-- Material for this exercise follows --

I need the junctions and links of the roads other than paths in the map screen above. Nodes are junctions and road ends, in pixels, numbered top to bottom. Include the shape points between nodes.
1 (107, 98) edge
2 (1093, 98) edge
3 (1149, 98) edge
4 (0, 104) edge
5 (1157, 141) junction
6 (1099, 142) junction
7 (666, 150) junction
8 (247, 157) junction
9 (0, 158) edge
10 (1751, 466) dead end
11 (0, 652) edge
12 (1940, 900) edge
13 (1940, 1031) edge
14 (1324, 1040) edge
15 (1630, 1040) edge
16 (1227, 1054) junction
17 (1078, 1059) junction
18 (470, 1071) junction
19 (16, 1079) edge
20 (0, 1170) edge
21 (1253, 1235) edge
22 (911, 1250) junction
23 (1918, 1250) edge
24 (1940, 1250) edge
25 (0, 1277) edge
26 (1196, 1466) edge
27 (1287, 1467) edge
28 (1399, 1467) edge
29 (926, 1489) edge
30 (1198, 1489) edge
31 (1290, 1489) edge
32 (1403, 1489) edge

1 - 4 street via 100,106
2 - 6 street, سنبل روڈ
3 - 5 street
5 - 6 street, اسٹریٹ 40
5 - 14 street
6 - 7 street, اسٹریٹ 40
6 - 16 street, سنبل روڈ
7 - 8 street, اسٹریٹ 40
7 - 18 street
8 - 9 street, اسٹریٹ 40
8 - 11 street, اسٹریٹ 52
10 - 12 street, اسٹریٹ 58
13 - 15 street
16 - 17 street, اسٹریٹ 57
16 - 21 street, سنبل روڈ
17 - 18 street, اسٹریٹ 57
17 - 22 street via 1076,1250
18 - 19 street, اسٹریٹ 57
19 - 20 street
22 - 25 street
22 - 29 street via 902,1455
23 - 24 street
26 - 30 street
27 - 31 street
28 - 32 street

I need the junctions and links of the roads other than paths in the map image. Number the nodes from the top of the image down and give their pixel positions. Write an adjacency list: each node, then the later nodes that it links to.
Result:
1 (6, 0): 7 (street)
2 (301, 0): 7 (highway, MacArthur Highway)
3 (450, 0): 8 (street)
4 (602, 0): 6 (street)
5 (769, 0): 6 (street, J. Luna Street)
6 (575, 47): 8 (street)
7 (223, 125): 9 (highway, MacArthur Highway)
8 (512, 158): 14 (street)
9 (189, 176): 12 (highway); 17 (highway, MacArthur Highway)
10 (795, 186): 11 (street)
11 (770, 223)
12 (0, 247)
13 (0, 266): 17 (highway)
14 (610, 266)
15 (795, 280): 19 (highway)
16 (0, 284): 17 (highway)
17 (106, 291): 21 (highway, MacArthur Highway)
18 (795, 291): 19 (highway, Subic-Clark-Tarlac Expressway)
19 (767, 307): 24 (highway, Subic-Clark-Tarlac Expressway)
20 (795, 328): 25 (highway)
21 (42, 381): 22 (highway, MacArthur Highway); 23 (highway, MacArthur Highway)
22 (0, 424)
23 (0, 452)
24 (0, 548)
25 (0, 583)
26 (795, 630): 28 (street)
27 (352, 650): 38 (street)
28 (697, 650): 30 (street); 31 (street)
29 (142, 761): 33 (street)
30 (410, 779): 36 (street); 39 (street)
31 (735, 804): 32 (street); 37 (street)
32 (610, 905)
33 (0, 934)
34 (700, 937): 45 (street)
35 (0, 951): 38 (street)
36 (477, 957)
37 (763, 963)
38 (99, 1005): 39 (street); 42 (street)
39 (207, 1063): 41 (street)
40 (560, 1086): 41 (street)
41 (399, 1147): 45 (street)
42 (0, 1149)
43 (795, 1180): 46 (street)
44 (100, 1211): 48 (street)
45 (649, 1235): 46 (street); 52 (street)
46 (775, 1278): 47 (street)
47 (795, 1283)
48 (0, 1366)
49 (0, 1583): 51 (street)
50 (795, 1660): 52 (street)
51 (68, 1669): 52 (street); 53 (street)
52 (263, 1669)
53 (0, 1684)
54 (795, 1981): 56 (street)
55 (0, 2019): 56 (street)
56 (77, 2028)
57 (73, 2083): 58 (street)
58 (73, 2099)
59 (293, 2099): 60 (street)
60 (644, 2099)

-- Material for this exercise concluded --

Work to be completed >> Set down the records once more, character for character.

Your response >>
I need the junctions and links of the roads other than paths in the map screen above. Nodes are junctions and road ends, in pixels, numbered top to bottom. Include the shape points between nodes.
1 (107, 98) edge
2 (1093, 98) edge
3 (1149, 98) edge
4 (0, 104) edge
5 (1157, 141) junction
6 (1099, 142) junction
7 (666, 150) junction
8 (247, 157) junction
9 (0, 158) edge
10 (1751, 466) dead end
11 (0, 652) edge
12 (1940, 900) edge
13 (1940, 1031) edge
14 (1324, 1040) edge
15 (1630, 1040) edge
16 (1227, 1054) junction
17 (1078, 1059) junction
18 (470, 1071) junction
19 (16, 1079) edge
20 (0, 1170) edge
21 (1253, 1235) edge
22 (911, 1250) junction
23 (1918, 1250) edge
24 (1940, 1250) edge
25 (0, 1277) edge
26 (1196, 1466) edge
27 (1287, 1467) edge
28 (1399, 1467) edge
29 (926, 1489) edge
30 (1198, 1489) edge
31 (1290, 1489) edge
32 (1403, 1489) edge

1 - 4 street via 100,106
2 - 6 street, سنبل روڈ
3 - 5 street
5 - 6 street, اسٹریٹ 40
5 - 14 street
6 - 7 street, اسٹریٹ 40
6 - 16 street, سنبل روڈ
7 - 8 street, اسٹریٹ 40
7 - 18 street
8 - 9 street, اسٹریٹ 40
8 - 11 street, اسٹریٹ 52
10 - 12 street, اسٹریٹ 58
13 - 15 street
16 - 17 street, اسٹریٹ 57
16 - 21 street, سنبل روڈ
17 - 18 street, اسٹریٹ 57
17 - 22 street via 1076,1250
18 - 19 street, اسٹریٹ 57
19 - 20 street
22 - 25 street
22 - 29 street via 902,1455
23 - 24 street
26 - 30 street
27 - 31 street
28 - 32 street

I need the junctions and links of the roads other than paths in the map image. Number the nodes from the top of the image down and give their pixel positions. Write an adjacency list: each node, then the later nodes that it links to.
Result:
1 (6, 0): 7 (street)
2 (301, 0): 7 (highway, MacArthur Highway)
3 (450, 0): 8 (street)
4 (602, 0): 6 (street)
5 (769, 0): 6 (street, J. Luna Street)
6 (575, 47): 8 (street)
7 (223, 125): 9 (highway, MacArthur Highway)
8 (512, 158): 14 (street)
9 (189, 176): 12 (highway); 17 (highway, MacArthur Highway)
10 (795, 186): 11 (street)
11 (770, 223)
12 (0, 247)
13 (0, 266): 17 (highway)
14 (610, 266)
15 (795, 280): 19 (highway)
16 (0, 284): 17 (highway)
17 (106, 291): 21 (highway, MacArthur Highway)
18 (795, 291): 19 (highway, Subic-Clark-Tarlac Expressway)
19 (767, 307): 24 (highway, Subic-Clark-Tarlac Expressway)
20 (795, 328): 25 (highway)
21 (42, 381): 22 (highway, MacArthur Highway); 23 (highway, MacArthur Highway)
22 (0, 424)
23 (0, 452)
24 (0, 548)
25 (0, 583)
26 (795, 630): 28 (street)
27 (352, 650): 38 (street)
28 (697, 650): 30 (street); 31 (street)
29 (142, 761): 33 (street)
30 (410, 779): 36 (street); 39 (street)
31 (735, 804): 32 (street); 37 (street)
32 (610, 905)
33 (0, 934)
34 (700, 937): 45 (street)
35 (0, 951): 38 (street)
36 (477, 957)
37 (763, 963)
38 (99, 1005): 39 (street); 42 (street)
39 (207, 1063): 41 (street)
40 (560, 1086): 41 (street)
41 (399, 1147): 45 (street)
42 (0, 1149)
43 (795, 1180): 46 (street)
44 (100, 1211): 48 (street)
45 (649, 1235): 46 (street); 52 (street)
46 (775, 1278): 47 (street)
47 (795, 1283)
48 (0, 1366)
49 (0, 1583): 51 (street)
50 (795, 1660): 52 (street)
51 (68, 1669): 52 (street); 53 (street)
52 (263, 1669)
53 (0, 1684)
54 (795, 1981): 56 (street)
55 (0, 2019): 56 (street)
56 (77, 2028)
57 (73, 2083): 58 (street)
58 (73, 2099)
59 (293, 2099): 60 (street)
60 (644, 2099)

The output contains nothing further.